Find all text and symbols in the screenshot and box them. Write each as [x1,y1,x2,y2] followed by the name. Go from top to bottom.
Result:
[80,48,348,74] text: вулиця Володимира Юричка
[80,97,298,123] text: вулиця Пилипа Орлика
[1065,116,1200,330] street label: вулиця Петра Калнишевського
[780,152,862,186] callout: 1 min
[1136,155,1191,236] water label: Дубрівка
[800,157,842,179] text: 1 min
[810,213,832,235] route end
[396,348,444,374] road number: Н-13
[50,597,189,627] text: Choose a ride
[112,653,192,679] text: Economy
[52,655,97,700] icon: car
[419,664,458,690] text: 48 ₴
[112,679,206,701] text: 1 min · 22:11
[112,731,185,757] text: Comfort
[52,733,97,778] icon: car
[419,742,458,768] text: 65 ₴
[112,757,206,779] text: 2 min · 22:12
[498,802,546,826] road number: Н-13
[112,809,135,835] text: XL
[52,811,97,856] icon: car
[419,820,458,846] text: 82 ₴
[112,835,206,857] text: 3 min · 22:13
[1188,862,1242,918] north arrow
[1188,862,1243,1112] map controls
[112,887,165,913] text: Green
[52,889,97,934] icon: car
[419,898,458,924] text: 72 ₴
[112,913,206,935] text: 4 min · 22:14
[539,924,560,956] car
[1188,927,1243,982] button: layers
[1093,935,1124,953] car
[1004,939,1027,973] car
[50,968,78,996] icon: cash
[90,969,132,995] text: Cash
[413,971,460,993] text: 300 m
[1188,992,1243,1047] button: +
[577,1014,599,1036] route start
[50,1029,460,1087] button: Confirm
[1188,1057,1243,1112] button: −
────
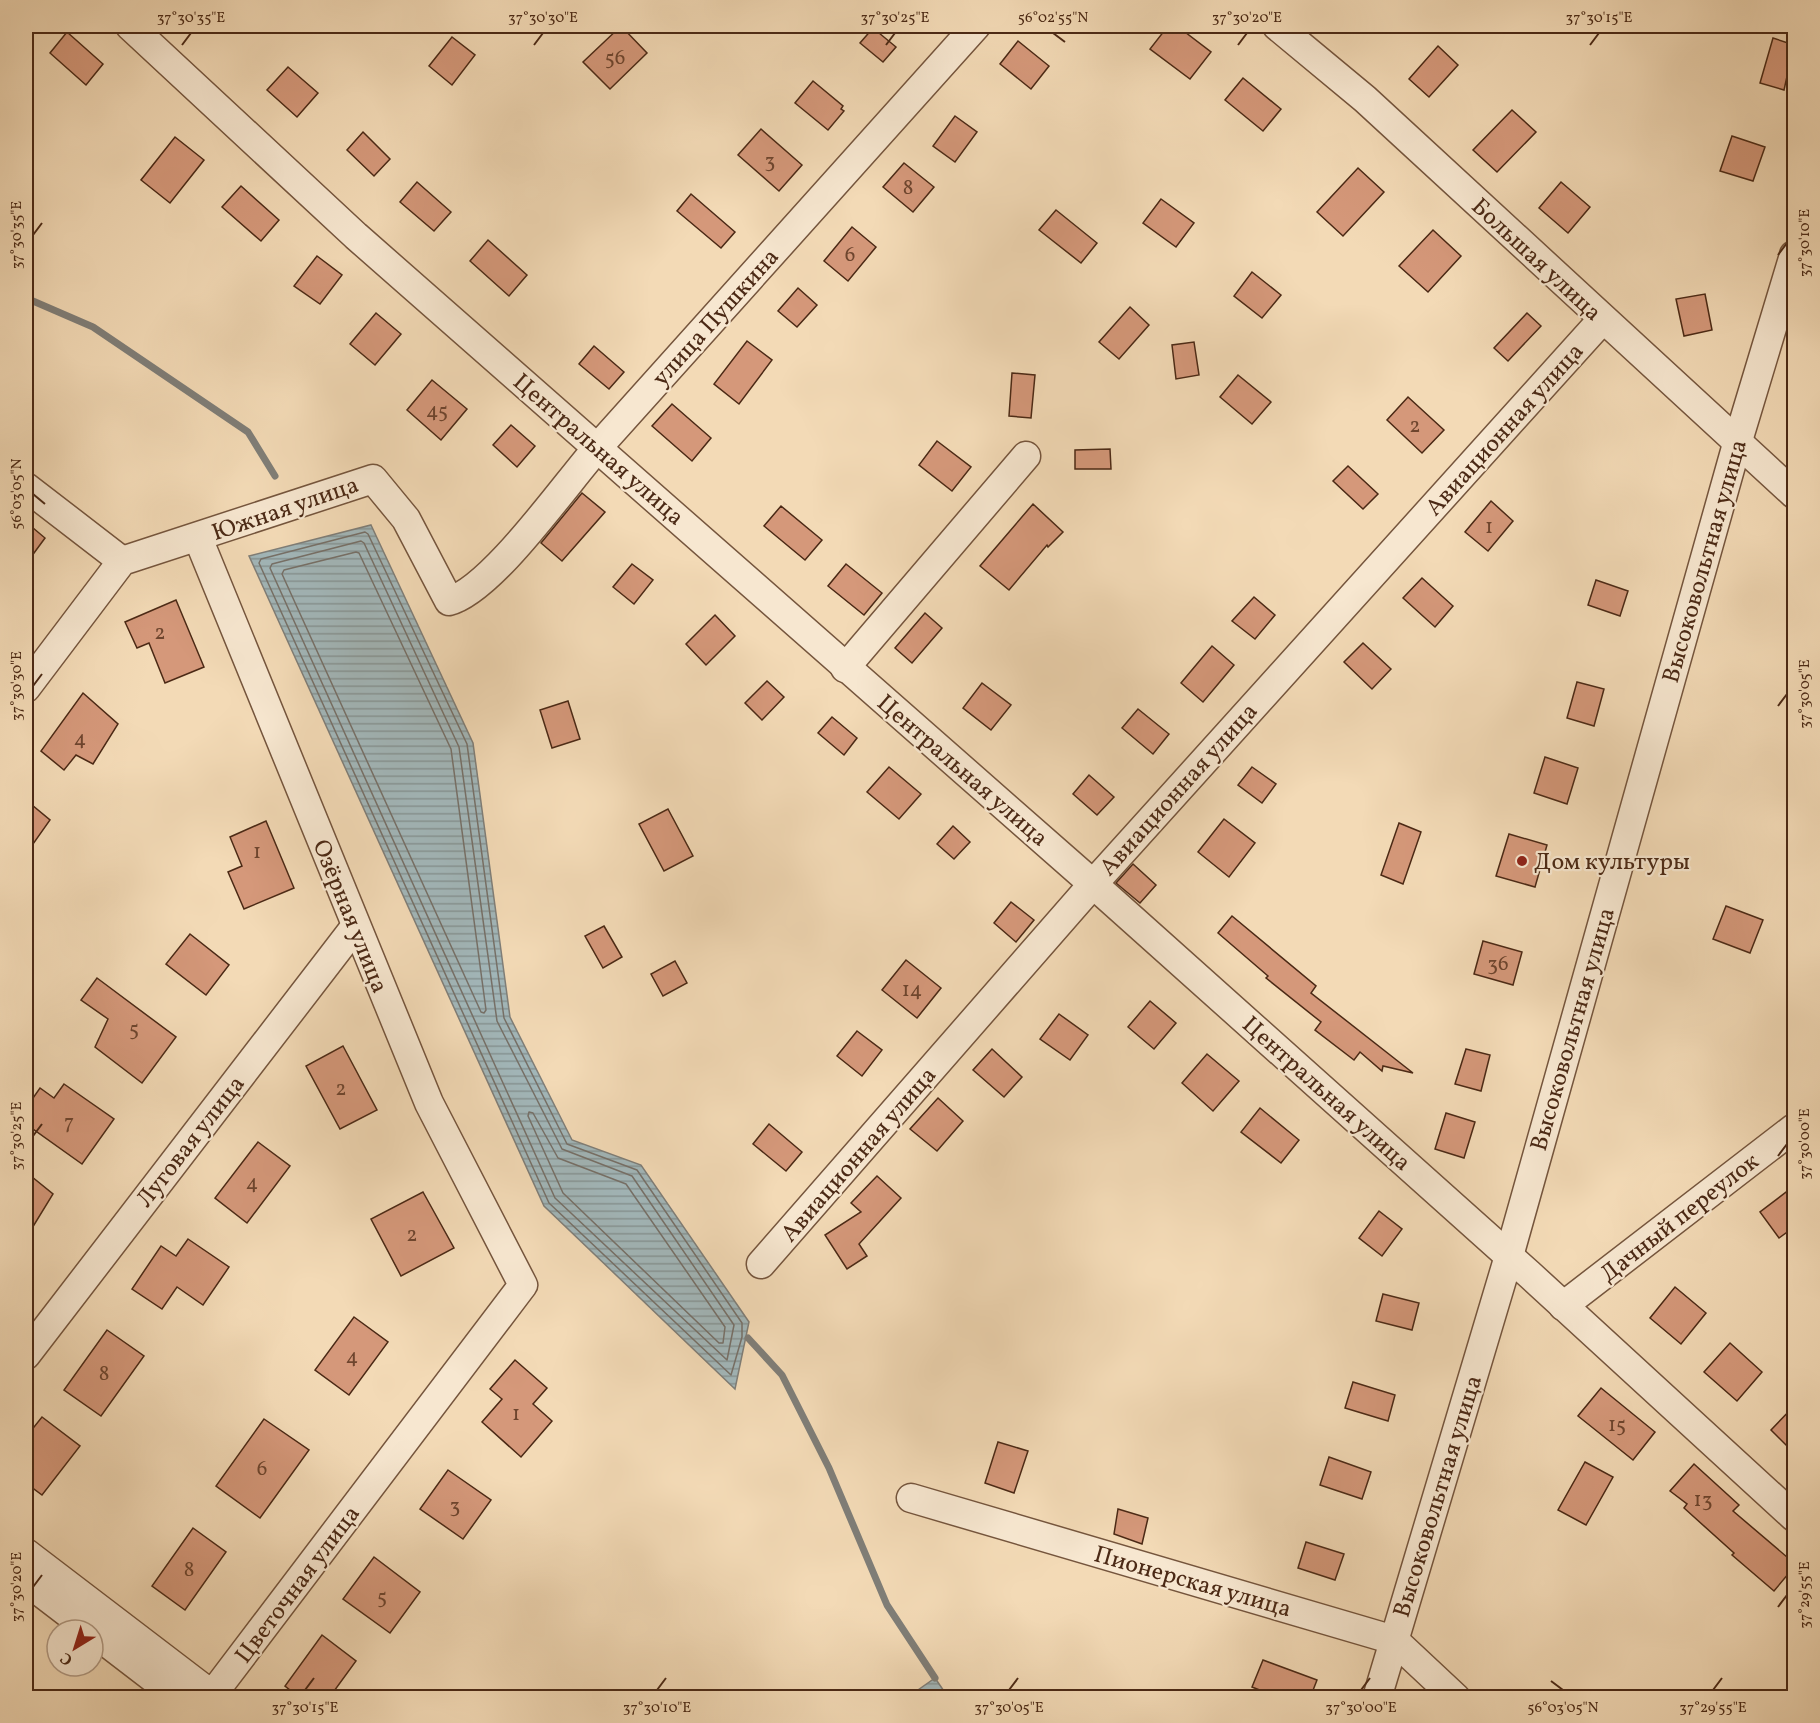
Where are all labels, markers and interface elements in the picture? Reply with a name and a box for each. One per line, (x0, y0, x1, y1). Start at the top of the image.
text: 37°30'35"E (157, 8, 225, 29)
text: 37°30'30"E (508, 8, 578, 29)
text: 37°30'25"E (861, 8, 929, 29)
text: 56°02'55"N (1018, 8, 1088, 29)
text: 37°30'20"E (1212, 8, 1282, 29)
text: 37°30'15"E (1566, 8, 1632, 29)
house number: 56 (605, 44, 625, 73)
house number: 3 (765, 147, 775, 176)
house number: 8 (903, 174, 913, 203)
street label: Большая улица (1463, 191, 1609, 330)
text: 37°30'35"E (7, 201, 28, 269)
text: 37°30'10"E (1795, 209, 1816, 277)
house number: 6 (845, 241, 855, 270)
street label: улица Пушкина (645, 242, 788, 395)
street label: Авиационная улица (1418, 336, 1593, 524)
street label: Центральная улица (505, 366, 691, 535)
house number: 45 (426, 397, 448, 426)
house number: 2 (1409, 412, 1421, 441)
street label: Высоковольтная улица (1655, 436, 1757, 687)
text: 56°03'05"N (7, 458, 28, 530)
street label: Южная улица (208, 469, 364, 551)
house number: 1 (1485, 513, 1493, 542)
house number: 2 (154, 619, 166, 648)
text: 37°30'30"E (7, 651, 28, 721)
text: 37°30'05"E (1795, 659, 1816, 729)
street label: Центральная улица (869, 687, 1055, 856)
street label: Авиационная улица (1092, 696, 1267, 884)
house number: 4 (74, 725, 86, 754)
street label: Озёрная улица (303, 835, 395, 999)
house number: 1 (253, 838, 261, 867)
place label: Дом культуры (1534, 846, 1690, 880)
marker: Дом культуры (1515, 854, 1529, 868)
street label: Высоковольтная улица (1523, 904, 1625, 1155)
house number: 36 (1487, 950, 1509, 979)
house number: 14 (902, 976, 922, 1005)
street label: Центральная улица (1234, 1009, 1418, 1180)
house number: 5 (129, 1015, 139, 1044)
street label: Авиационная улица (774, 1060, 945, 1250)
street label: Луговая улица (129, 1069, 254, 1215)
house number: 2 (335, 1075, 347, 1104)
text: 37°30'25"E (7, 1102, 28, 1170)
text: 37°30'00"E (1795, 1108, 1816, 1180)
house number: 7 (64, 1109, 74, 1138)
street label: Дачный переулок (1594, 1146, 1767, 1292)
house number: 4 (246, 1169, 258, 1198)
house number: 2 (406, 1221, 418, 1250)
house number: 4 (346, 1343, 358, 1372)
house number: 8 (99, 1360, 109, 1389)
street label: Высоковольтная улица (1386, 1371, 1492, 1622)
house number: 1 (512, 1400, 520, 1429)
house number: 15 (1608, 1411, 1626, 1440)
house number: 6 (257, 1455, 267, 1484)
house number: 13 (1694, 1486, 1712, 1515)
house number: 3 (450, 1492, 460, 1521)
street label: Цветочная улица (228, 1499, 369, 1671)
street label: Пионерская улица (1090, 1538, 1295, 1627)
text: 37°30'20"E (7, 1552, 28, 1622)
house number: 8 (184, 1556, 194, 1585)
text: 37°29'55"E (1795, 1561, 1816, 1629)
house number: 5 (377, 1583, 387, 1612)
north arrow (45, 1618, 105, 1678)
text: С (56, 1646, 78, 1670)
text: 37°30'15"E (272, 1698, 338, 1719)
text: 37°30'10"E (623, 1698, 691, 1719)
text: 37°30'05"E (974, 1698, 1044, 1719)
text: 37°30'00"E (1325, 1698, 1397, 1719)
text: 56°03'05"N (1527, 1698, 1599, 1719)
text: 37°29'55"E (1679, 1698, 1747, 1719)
────
BRIEF: Wherever the word "arrow" appears in the entries above, copy that line.

SOLUTION TO THIS TASK:
[1188,862,1242,918] north arrow
north arrow (45, 1618, 105, 1678)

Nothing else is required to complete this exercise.